Fate mapping of FOXD1 and myeloid lineage in kidney disease. (a) Confocal images of FOXD1 expression (left panel) restricted to stromal progenitors on the outer surface of the nephrogenic zone during nephrogenesis, whereas offspring of FOXD1 progenitors seen in FOXD1; Rs26-tdTomato-R bigenic mice (right panels) form an extensive population of stromal cells that are distinct from lotus lectin+ (LTL) epithelium, CD31+ endothelium, but co-express platelet-derived growth factor receptor (PDGFR)-β (large arrows). Many stromal cells are attached to the endothelium (small arrows), whereas a minority are not (arrowheads). (b) Confocal images of healthy adult FOXD1; Rs26-tdTomato-R; Coll-GFP kidney showing FOXD1 lineage cells forming a network of branched cells between the tubules and attached to capillaries. Almost all generate collagen-I protein (arrowheads). They also form vascular smooth muscle of arterioles (a), which do not generate collagen-I protein. (c) Confocal images including z-stack three-dimensional (3D) reconstruction of unilateral ureteral obstruction (UUO) model (d10) of kidney disease showing FOXD1 lineage of interstitial cells expands, continues to express collagen-I protein (detected by Coll-GFP transgene) and PDGFR-β and now additionally co-expresses α-smooth muscle actin (α-SMA). (d) Confocal images including z-stack 3D reconstruction showing fate mapping of myeloid lineage in Lysm; Rs26-tdTomato-R or Lysm; Rs26-tdTomato-R; Coll-GFP diseased (d10 UUO) adult kidney, where myeloid lineage and their descendants permanently express red fluorescent protein. Note that, although there is an expansion myeloid lineage cells, and they closely interact with collagen-I-producing cells or α-SMA protein–producing cells, a lineage boundary is maintained between these two cell populations. Scale bar=50 μm (a) and 25 μm (b–d).

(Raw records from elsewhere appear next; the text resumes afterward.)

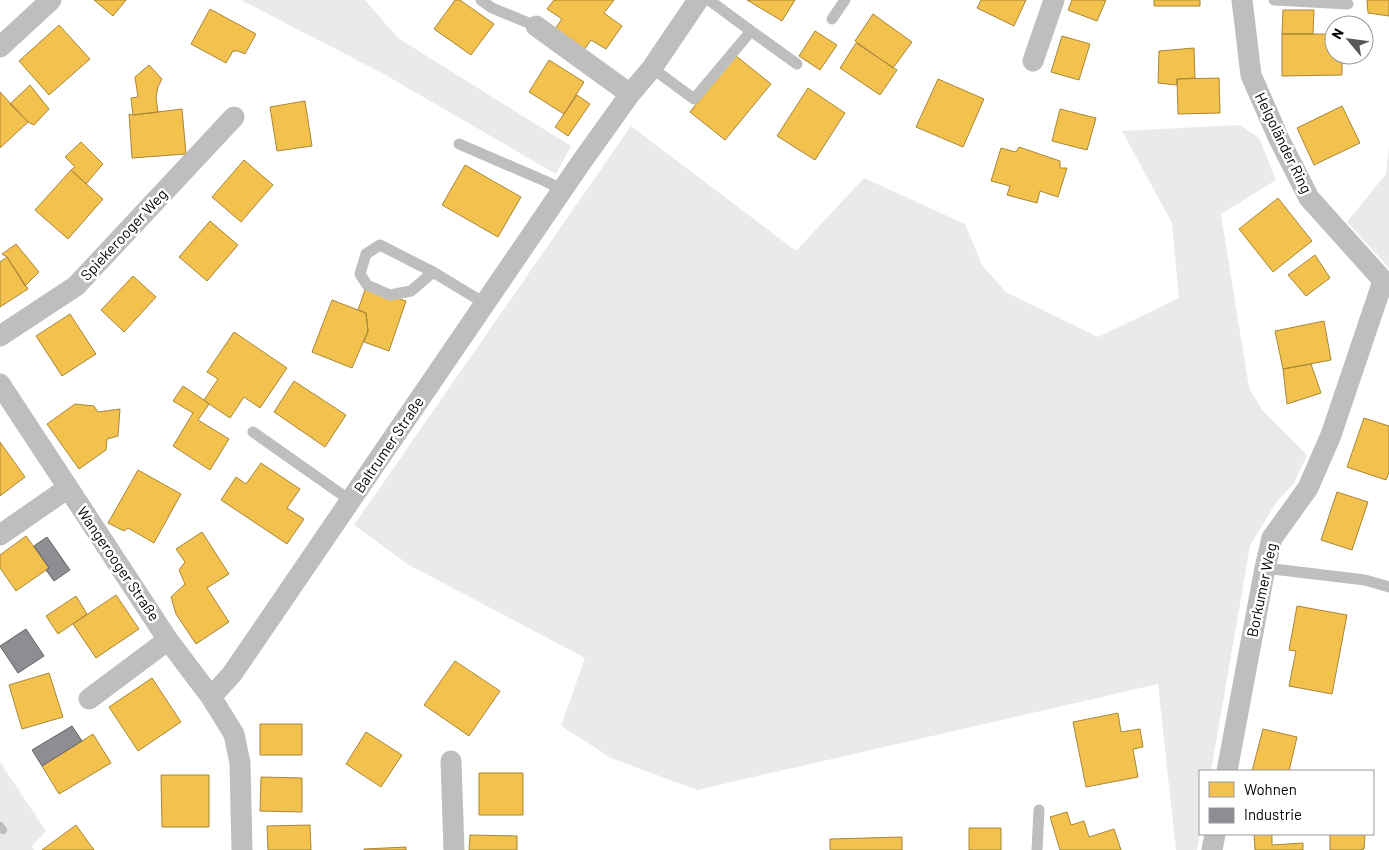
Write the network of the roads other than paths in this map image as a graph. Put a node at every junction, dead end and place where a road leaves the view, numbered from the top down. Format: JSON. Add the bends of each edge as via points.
{"nodes":[{"id":1,"x":51,"y":0,"type":"edge"},
{"id":2,"x":481,"y":0,"type":"edge"},
{"id":3,"x":698,"y":0,"type":"edge"},
{"id":4,"x":709,"y":0,"type":"edge"},
{"id":5,"x":845,"y":0,"type":"edge"},
{"id":6,"x":1054,"y":0,"type":"edge"},
{"id":7,"x":1242,"y":0,"type":"edge"},
{"id":8,"x":1274,"y":0,"type":"edge"},
{"id":9,"x":1348,"y":4,"type":"dead end"},
{"id":10,"x":832,"y":19,"type":"dead end"},
{"id":11,"x":536,"y":26,"type":"joint"},
{"id":12,"x":751,"y":31,"type":"junction"},
{"id":13,"x":0,"y":47,"type":"edge"},
{"id":14,"x":1033,"y":61,"type":"dead end"},
{"id":15,"x":797,"y":64,"type":"dead end"},
{"id":16,"x":652,"y":68,"type":"junction"},
{"id":17,"x":630,"y":94,"type":"junction"},
{"id":18,"x":234,"y":117,"type":"dead end"},
{"id":19,"x":459,"y":144,"type":"dead end"},
{"id":20,"x":563,"y":190,"type":"junction"},
{"id":21,"x":434,"y":272,"type":"junction"},
{"id":22,"x":1386,"y":284,"type":"edge"},
{"id":23,"x":486,"y":304,"type":"junction"},
{"id":24,"x":0,"y":336,"type":"edge"},
{"id":25,"x":0,"y":384,"type":"edge"},
{"id":26,"x":253,"y":432,"type":"dead end"},
{"id":27,"x":68,"y":488,"type":"junction"},
{"id":28,"x":351,"y":501,"type":"junction"},
{"id":29,"x":0,"y":535,"type":"edge"},
{"id":30,"x":1265,"y":568,"type":"junction"},
{"id":31,"x":1389,"y":587,"type":"edge"},
{"id":32,"x":168,"y":640,"type":"junction"},
{"id":33,"x":211,"y":697,"type":"junction"},
{"id":34,"x":89,"y":699,"type":"dead end"},
{"id":35,"x":451,"y":761,"type":"dead end"},
{"id":36,"x":1227,"y":770,"type":"edge"},
{"id":37,"x":1039,"y":810,"type":"dead end"},
{"id":38,"x":1215,"y":835,"type":"edge"},
{"id":39,"x":242,"y":850,"type":"edge"},
{"id":40,"x":454,"y":850,"type":"edge"},
{"id":41,"x":1037,"y":850,"type":"edge"},
{"id":42,"x":1212,"y":850,"type":"edge"}],
"edges":[{"from":1,"to":13,"type":"street"},
{"from":2,"to":11,"type":"lane","via":[[492,8]]},
{"from":3,"to":16,"type":"street","name":"Baltrumer Straße"},
{"from":4,"to":12,"type":"lane"},
{"from":5,"to":10,"type":"lane"},
{"from":6,"to":14,"type":"street"},
{"from":7,"to":22,"type":"street","name":"Helgoländer Ring","via":[[1251,75],[1309,198]]},
{"from":8,"to":9,"type":"lane"},
{"from":11,"to":17,"type":"street"},
{"from":12,"to":15,"type":"lane"},
{"from":12,"to":16,"type":"lane","via":[[694,99]]},
{"from":16,"to":17,"type":"street","name":"Baltrumer Straße"},
{"from":17,"to":20,"type":"street","name":"Baltrumer Straße"},
{"from":18,"to":24,"type":"street","name":"Spiekerooger Weg","via":[[76,286]]},
{"from":19,"to":20,"type":"lane"},
{"from":20,"to":23,"type":"street","name":"Baltrumer Straße"},
{"from":21,"to":21,"type":"lane","via":[[380,245],[366,254],[360,274],[367,285],[390,295],[411,291]]},
{"from":21,"to":23,"type":"lane"},
{"from":22,"to":30,"type":"street","name":"Borkumer Weg","via":[[1308,488],[1272,538]]},
{"from":23,"to":28,"type":"street","name":"Baltrumer Straße"},
{"from":25,"to":27,"type":"street","name":"Wangerooger Straße"},
{"from":26,"to":28,"type":"lane"},
{"from":27,"to":29,"type":"street"},
{"from":27,"to":32,"type":"street","name":"Wangerooger Straße"},
{"from":28,"to":33,"type":"street","name":"Baltrumer Straße","via":[[232,674]]},
{"from":30,"to":31,"type":"lane","via":[[1365,580]]},
{"from":30,"to":36,"type":"street","name":"Borkumer Weg"},
{"from":32,"to":33,"type":"street","name":"Wangerooger Straße"},
{"from":32,"to":34,"type":"street"},
{"from":33,"to":39,"type":"street","name":"Wangerooger Straße","via":[[234,734],[240,763]]},
{"from":35,"to":40,"type":"street"},
{"from":37,"to":41,"type":"lane"},
{"from":38,"to":42,"type":"street"}]}
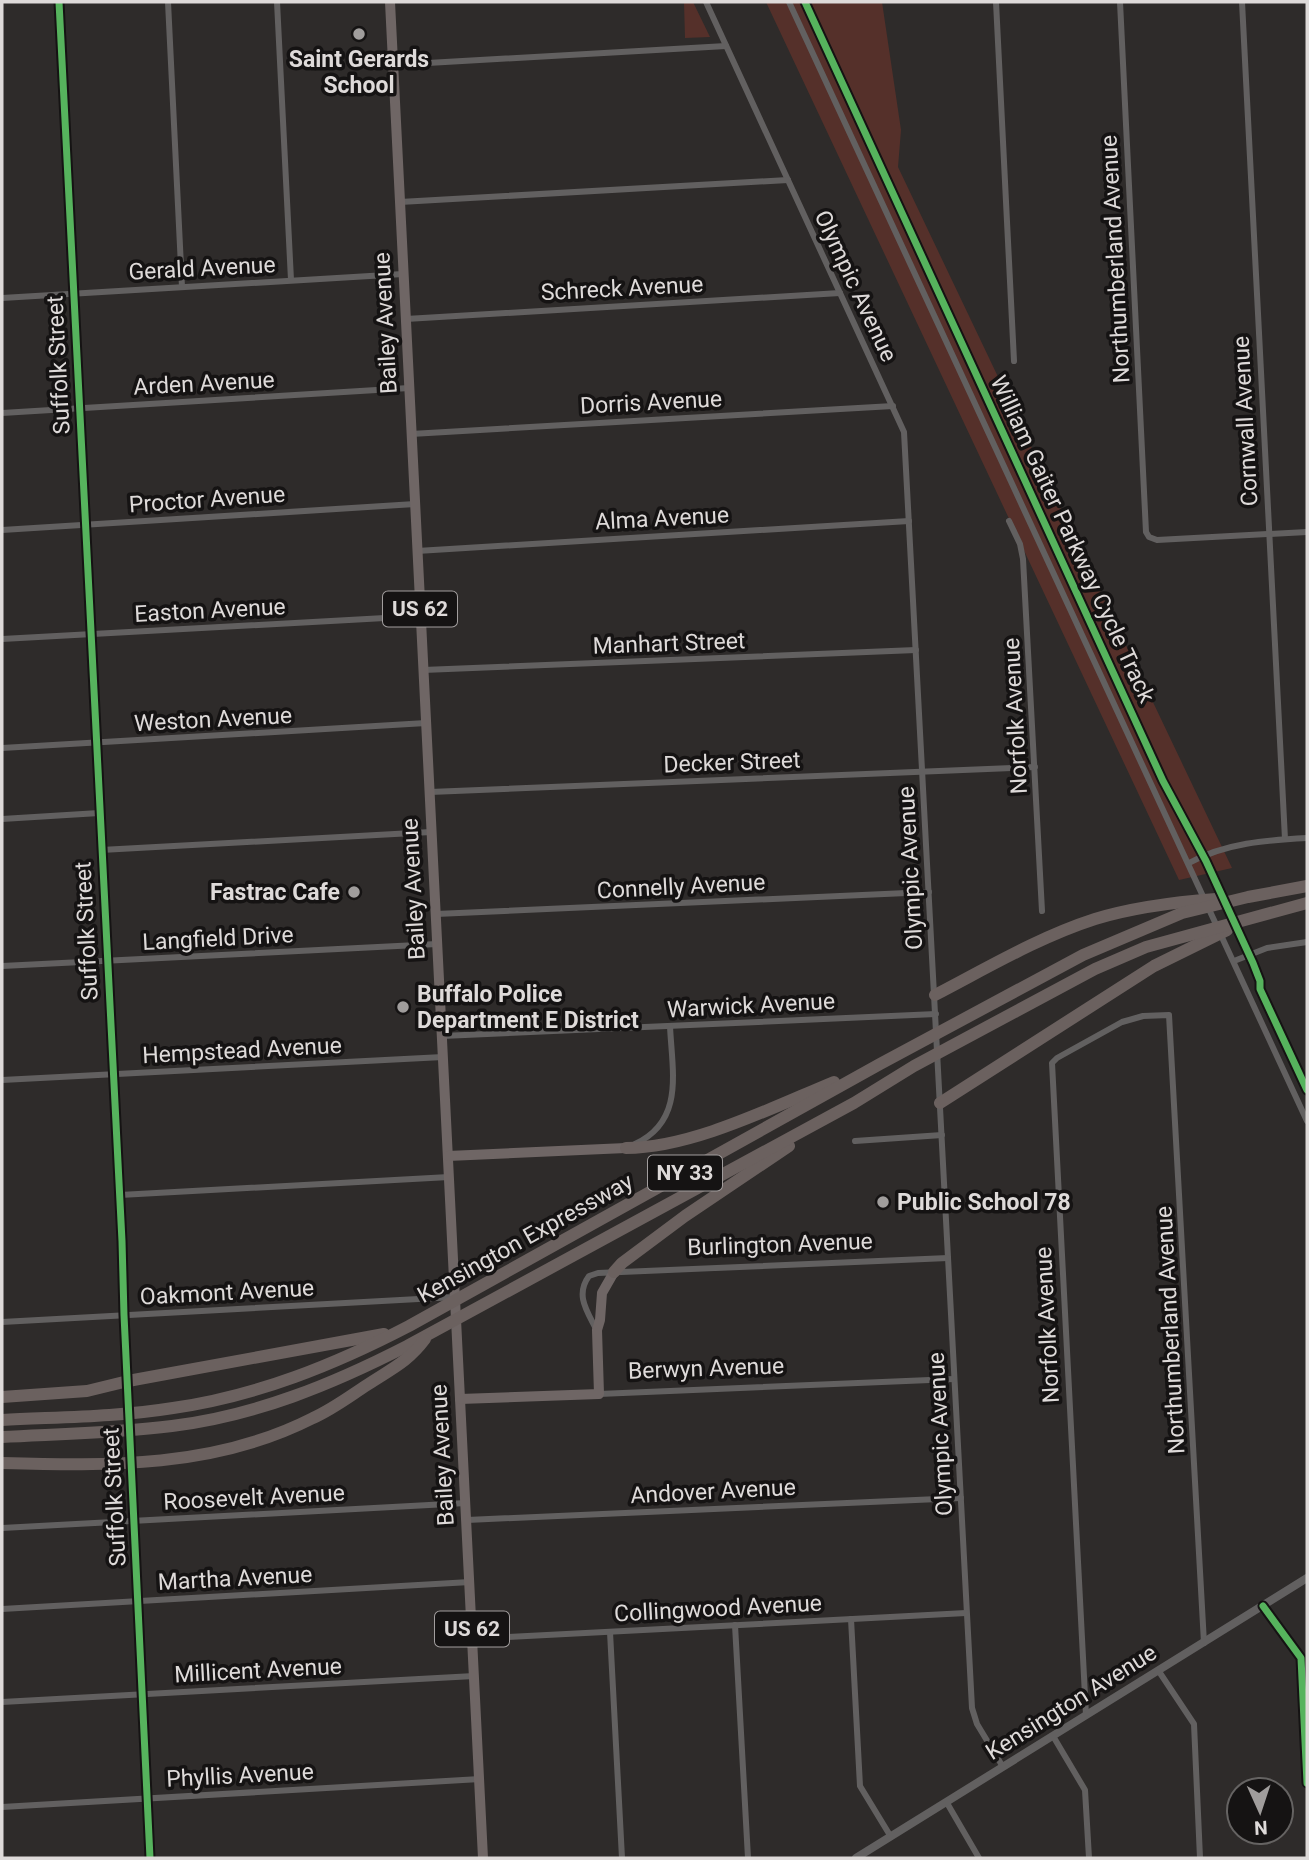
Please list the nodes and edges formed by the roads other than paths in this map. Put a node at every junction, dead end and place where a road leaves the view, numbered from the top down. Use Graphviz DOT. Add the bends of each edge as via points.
graph roads {
  1 [pos="60,2"];
  2 [pos="168,2"];
  3 [pos="277,2"];
  4 [pos="390,2"];
  5 [pos="706,2"];
  6 [pos="789,2"];
  7 [pos="996,2"];
  8 [pos="1120,2"];
  9 [pos="1242,2"];
  10 [pos="726,46"];
  11 [pos="393,65"];
  12 [pos="788,180"];
  13 [pos="400,202"];
  14 [pos="403,274"];
  15 [pos="291,280"];
  16 [pos="183,287"];
  17 [pos="74,293"];
  18 [pos="840,293"];
  19 [pos="2,298"];
  20 [pos="406,319"];
  21 [pos="1014,361"];
  22 [pos="409,388"];
  23 [pos="893,406"];
  24 [pos="79,408"];
  25 [pos="2,413"];
  26 [pos="411,434"];
  27 [pos="415,504"];
  28 [pos="909,521"];
  29 [pos="1009,521"];
  30 [pos="85,524"];
  31 [pos="2,530"];
  32 [pos="1307,532"];
  33 [pos="1268,534"];
  34 [pos="417,551"];
  35 [pos="421,616"];
  36 [pos="90,634"];
  37 [pos="2,639"];
  38 [pos="916,650"];
  39 [pos="423,670"];
  40 [pos="426,723"];
  41 [pos="96,743"];
  42 [pos="2,748"];
  43 [pos="1035,767"];
  44 [pos="922,771"];
  45 [pos="429,792"];
  46 [pos="99,813"];
  47 [pos="2,818"];
  48 [pos="431,832"];
  49 [pos="1307,838"];
  50 [pos="1285,839"];
  51 [pos="101,850"];
  52 [pos="1189,863"];
  53 [pos="1307,886"];
  54 [pos="929,892"];
  55 [pos="1307,903"];
  56 [pos="1183,907"];
  57 [pos="1042,911"];
  58 [pos="436,914"];
  59 [pos="1196,938"];
  60 [pos="1307,942"];
  61 [pos="437,944"];
  62 [pos="107,961"];
  63 [pos="1234,961"];
  64 [pos="2,966"];
  65 [pos="935,995"];
  66 [pos="936,1014"];
  67 [pos="1169,1015"];
  68 [pos="670,1026"];
  69 [pos="442,1036"];
  70 [pos="443,1057"];
  71 [pos="880,1064"];
  72 [pos="114,1075"];
  73 [pos="2,1080"];
  74 [pos="854,1102"];
  75 [pos="940,1103"];
  76 [pos="1307,1121"];
  77 [pos="942,1135"];
  78 [pos="855,1141"];
  79 [pos="626,1148"];
  80 [pos="448,1156"];
  81 [pos="449,1177"];
  82 [pos="120,1195"];
  83 [pos="948,1258"];
  84 [pos="614,1272"];
  85 [pos="455,1297"];
  86 [pos="124,1315"];
  87 [pos="2,1322"];
  88 [pos="404,1329"];
  89 [pos="597,1330"];
  90 [pos="410,1351"];
  91 [pos="954,1379"];
  92 [pos="128,1381"];
  93 [pos="600,1394"];
  94 [pos="2,1397"];
  95 [pos="460,1399"];
  96 [pos="2,1420"];
  97 [pos="2,1437"];
  98 [pos="2,1463"];
  99 [pos="132,1464"];
  100 [pos="961,1498"];
  101 [pos="466,1503"];
  102 [pos="467,1520"];
  103 [pos="135,1521"];
  104 [pos="2,1528"];
  105 [pos="1307,1578"];
  106 [pos="470,1582"];
  107 [pos="138,1601"];
  108 [pos="1263,1606"];
  109 [pos="2,1609"];
  110 [pos="966,1613"];
  111 [pos="851,1619"];
  112 [pos="735,1625"];
  113 [pos="610,1632"];
  114 [pos="472,1639"];
  115 [pos="1204,1643"];
  116 [pos="1158,1670"];
  117 [pos="474,1676"];
  118 [pos="142,1694"];
  119 [pos="2,1702"];
  120 [pos="1086,1715"];
  121 [pos="1053,1736"];
  122 [pos="1003,1767"];
  123 [pos="480,1779"];
  124 [pos="1307,1783"];
  125 [pos="147,1798"];
  126 [pos="947,1803"];
  127 [pos="2,1807"];
  128 [pos="891,1837"];
  129 [pos="150,1858"];
  130 [pos="483,1858"];
  131 [pos="622,1858"];
  132 [pos="748,1858"];
  133 [pos="856,1858"];
  134 [pos="979,1858"];
  135 [pos="1089,1858"];
  136 [pos="1200,1858"];
  1 -- 17 [label="street, Suffolk Street"];
  2 -- 16 [label="street"];
  3 -- 15 [label="street"];
  4 -- 11 [label="main road, Bailey Avenue / US 62"];
  5 -- 10 [label="street, Olympic Avenue"];
  6 -- 52 [label="street"];
  7 -- 21 [label="street"];
  8 -- 33 [label="street, Northumberland Avenue" via="1146,532 1153,540"];
  9 -- 33 [label="street, Cornwall Avenue"];
  10 -- 11 [label="street"];
  10 -- 12 [label="street, Olympic Avenue"];
  11 -- 13 [label="main road, Bailey Avenue / US 62"];
  12 -- 13 [label="street"];
  12 -- 18 [label="street, Olympic Avenue"];
  13 -- 14 [label="main road, Bailey Avenue / US 62"];
  14 -- 15 [label="street, Gerald Avenue"];
  14 -- 20 [label="main road, Bailey Avenue / US 62"];
  15 -- 16 [label="street, Gerald Avenue"];
  16 -- 17 [label="street, Gerald Avenue"];
  17 -- 19 [label="street, Gerald Avenue"];
  17 -- 24 [label="street, Suffolk Street"];
  18 -- 20 [label="street, Schreck Avenue"];
  18 -- 23 [label="street, Olympic Avenue"];
  20 -- 22 [label="main road, Bailey Avenue / US 62"];
  22 -- 24 [label="street, Arden Avenue"];
  22 -- 26 [label="main road, Bailey Avenue / US 62"];
  23 -- 26 [label="street, Dorris Avenue"];
  23 -- 28 [label="street, Olympic Avenue" via="905,437"];
  24 -- 25 [label="street, Arden Avenue"];
  24 -- 30 [label="street, Suffolk Street"];
  26 -- 27 [label="main road, Bailey Avenue / US 62"];
  27 -- 30 [label="street, Proctor Avenue"];
  27 -- 34 [label="main road, Bailey Avenue / US 62"];
  28 -- 34 [label="street, Alma Avenue"];
  28 -- 38 [label="street, Olympic Avenue"];
  29 -- 43 [label="street, Norfolk Avenue" via="1023,559"];
  30 -- 31 [label="street, Proctor Avenue"];
  30 -- 36 [label="street, Suffolk Street"];
  32 -- 33 [label="street"];
  33 -- 50 [label="street, Cornwall Avenue"];
  34 -- 35 [label="main road, Bailey Avenue / US 62"];
  35 -- 36 [label="street, Easton Avenue"];
  35 -- 39 [label="main road, Bailey Avenue / US 62"];
  36 -- 37 [label="street, Easton Avenue"];
  36 -- 41 [label="street, Suffolk Street"];
  38 -- 39 [label="street, Manhart Street"];
  38 -- 44 [label="street, Olympic Avenue"];
  39 -- 40 [label="main road, Bailey Avenue / US 62"];
  40 -- 41 [label="street, Weston Avenue"];
  40 -- 45 [label="main road, Bailey Avenue / US 62"];
  41 -- 42 [label="street, Weston Avenue"];
  41 -- 46 [label="street, Suffolk Street"];
  43 -- 44 [label="street, Decker Street"];
  43 -- 57 [label="street, Norfolk Avenue"];
  44 -- 45 [label="street, Decker Street"];
  44 -- 54 [label="street, Olympic Avenue"];
  45 -- 48 [label="main road, Bailey Avenue / US 62"];
  46 -- 47 [label="street"];
  46 -- 51 [label="street, Suffolk Street"];
  48 -- 51 [label="street"];
  48 -- 58 [label="main road, Bailey Avenue / US 62"];
  49 -- 50 [label="street"];
  50 -- 52 [label="street" via="1227,848"];
  51 -- 62 [label="street, Suffolk Street"];
  52 -- 63 [label="street"];
  53 -- 56 [label="highway"];
  54 -- 58 [label="street, Connelly Avenue"];
  54 -- 65 [label="street, Olympic Avenue"];
  55 -- 59 [label="highway" via="1260,914"];
  56 -- 65 [label="highway" via="1114,914 1071,928"];
  56 -- 71 [label="highway, Kensington Expressway / NY 33"];
  58 -- 61 [label="main road, Bailey Avenue / US 62"];
  59 -- 74 [label="highway, Kensington Expressway / NY 33" via="1146,947 1095,969"];
  59 -- 75 [label="highway"];
  60 -- 63 [label="street" via="1274,946"];
  61 -- 62 [label="street, Langfield Drive"];
  61 -- 69 [label="main road, Bailey Avenue / US 62"];
  62 -- 64 [label="street, Langfield Drive"];
  62 -- 72 [label="street, Suffolk Street"];
  63 -- 76 [label="street"];
  65 -- 66 [label="street, Olympic Avenue"];
  66 -- 68 [label="street, Warwick Avenue"];
  66 -- 75 [label="street, Olympic Avenue"];
  67 -- 115 [label="street, Northumberland Avenue"];
  67 -- 120 [label="street, Norfolk Avenue" via="1122,1022 1052,1063"];
  68 -- 69 [label="street, Warwick Avenue"];
  68 -- 79 [label="street" via="673,1087 666,1118 655,1132"];
  69 -- 70 [label="main road, Bailey Avenue / US 62"];
  70 -- 72 [label="street, Hempstead Avenue"];
  70 -- 80 [label="main road, Bailey Avenue / US 62"];
  71 -- 79 [label="highway" via="705,1133"];
  71 -- 88 [label="highway, Kensington Expressway / NY 33"];
  72 -- 73 [label="street, Hempstead Avenue"];
  72 -- 82 [label="street, Suffolk Street"];
  74 -- 84 [label="highway" via="684,1216"];
  74 -- 90 [label="highway, Kensington Expressway / NY 33" via="427,1335"];
  75 -- 77 [label="street, Olympic Avenue"];
  77 -- 78 [label="street"];
  77 -- 83 [label="street, Olympic Avenue"];
  79 -- 80 [label="main road"];
  80 -- 81 [label="main road, Bailey Avenue / US 62"];
  81 -- 82 [label="street"];
  81 -- 85 [label="main road, Bailey Avenue / US 62"];
  82 -- 86 [label="street, Suffolk Street"];
  83 -- 84 [label="street, Burlington Avenue"];
  83 -- 91 [label="street, Olympic Avenue"];
  84 -- 89 [label="main road, Burlington Avenue" via="602,1293"];
  84 -- 89 [label="street, Burlington Avenue" via="593,1274 584,1283 582,1299"];
  85 -- 86 [label="street, Oakmont Avenue"];
  85 -- 95 [label="main road, Bailey Avenue / US 62"];
  86 -- 87 [label="street, Oakmont Avenue"];
  86 -- 92 [label="street, Suffolk Street"];
  88 -- 92 [label="highway"];
  88 -- 96 [label="highway, Kensington Expressway / NY 33" via="292,1379 224,1399 171,1409"];
  89 -- 93 [label="main road, Burlington Avenue"];
  90 -- 97 [label="highway, Kensington Expressway / NY 33" via="262,1407 171,1426"];
  90 -- 99 [label="highway" via="338,1405 271,1437 204,1455"];
  91 -- 93 [label="street, Berwyn Avenue"];
  91 -- 100 [label="street, Olympic Avenue"];
  92 -- 94 [label="highway" via="88,1391"];
  92 -- 99 [label="street, Suffolk Street"];
  93 -- 95 [label="main road, Berwyn Avenue"];
  95 -- 101 [label="main road, Bailey Avenue / US 62"];
  98 -- 99 [label="highway"];
  99 -- 103 [label="street, Suffolk Street"];
  100 -- 102 [label="street, Andover Avenue"];
  100 -- 110 [label="street, Olympic Avenue"];
  101 -- 102 [label="main road, Bailey Avenue / US 62"];
  101 -- 103 [label="street, Roosevelt Avenue"];
  102 -- 106 [label="main road, Bailey Avenue / US 62"];
  103 -- 104 [label="street, Roosevelt Avenue"];
  103 -- 107 [label="street, Suffolk Street"];
  105 -- 108 [label="street, Kensington Avenue"];
  106 -- 107 [label="street, Martha Avenue"];
  106 -- 114 [label="main road, Bailey Avenue / US 62"];
  107 -- 109 [label="street, Martha Avenue"];
  107 -- 118 [label="street, Suffolk Street"];
  108 -- 115 [label="street, Kensington Avenue"];
  108 -- 124 [label="street" via="1301,1658"];
  110 -- 111 [label="street, Collingwood Avenue"];
  110 -- 122 [label="street, Olympic Avenue" via="972,1713"];
  111 -- 112 [label="street, Collingwood Avenue"];
  111 -- 128 [label="street" via="860,1786"];
  112 -- 113 [label="street, Collingwood Avenue"];
  112 -- 132 [label="street"];
  113 -- 114 [label="street, Collingwood Avenue"];
  113 -- 131 [label="street"];
  114 -- 117 [label="main road, Bailey Avenue / US 62"];
  115 -- 116 [label="street, Kensington Avenue"];
  116 -- 120 [label="street, Kensington Avenue"];
  116 -- 136 [label="street" via="1194,1724"];
  117 -- 118 [label="street, Millicent Avenue"];
  117 -- 123 [label="main road, Bailey Avenue / US 62"];
  118 -- 119 [label="street, Millicent Avenue"];
  118 -- 125 [label="street, Suffolk Street"];
  120 -- 121 [label="street, Kensington Avenue"];
  121 -- 122 [label="street, Kensington Avenue"];
  121 -- 135 [label="street" via="1085,1790"];
  122 -- 126 [label="street, Kensington Avenue"];
  123 -- 125 [label="street, Phyllis Avenue"];
  123 -- 130 [label="main road, Bailey Avenue / US 62"];
  125 -- 127 [label="street, Phyllis Avenue"];
  125 -- 129 [label="street, Suffolk Street"];
  126 -- 128 [label="street, Kensington Avenue"];
  126 -- 134 [label="street"];
  128 -- 133 [label="street, Kensington Avenue"];
}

In the setting of adult kidney disease, FOXD1+ nephrogenic progenitor–derived resident pericytes and fibroblasts have been mapped for their fate.[3, 9, 12, 13] FOXD1 is only active in this lineage during kidney development and is not reactivated in disease (Figure 1a). This observation has been confirmed using the Foxd1 allele crossed to a fluorescent reporter mouse to label any FOXD1-expressing cells by administration of the drug tamoxifen during the unilateral ureteral obstruction model of adult kidney disease (data not shown). Because FOXD1 is not reactivated in adult disease and is only active during development of the nephrogenic stroma progenitor cells, it has proven to be a very useful gene locus to map cell fate from development into adult kidney disease. In disease states, FOXD1 lineage perivascular cells detach from capillary walls and migrate into the interstitial space where they proliferate.[2, 7] Here, they continue to express collagen-I protein and lineage-restricted cell surface receptors, such as platelet-derived growth factor (PDGF) receptor-β, PDGF receptor-α, and CD248.[14, 15] However, they also now express α-smooth muscle actin (α-SMA) protein, a marker of myofibroblasts and other markers such as P75 nerve growth factor receptor. In quantitative studies utilizing models of adult kidney disease, >98% of cells that co-express both collagen-I protein and α-SMA are of the FOXD1 lineage (Figure 1c).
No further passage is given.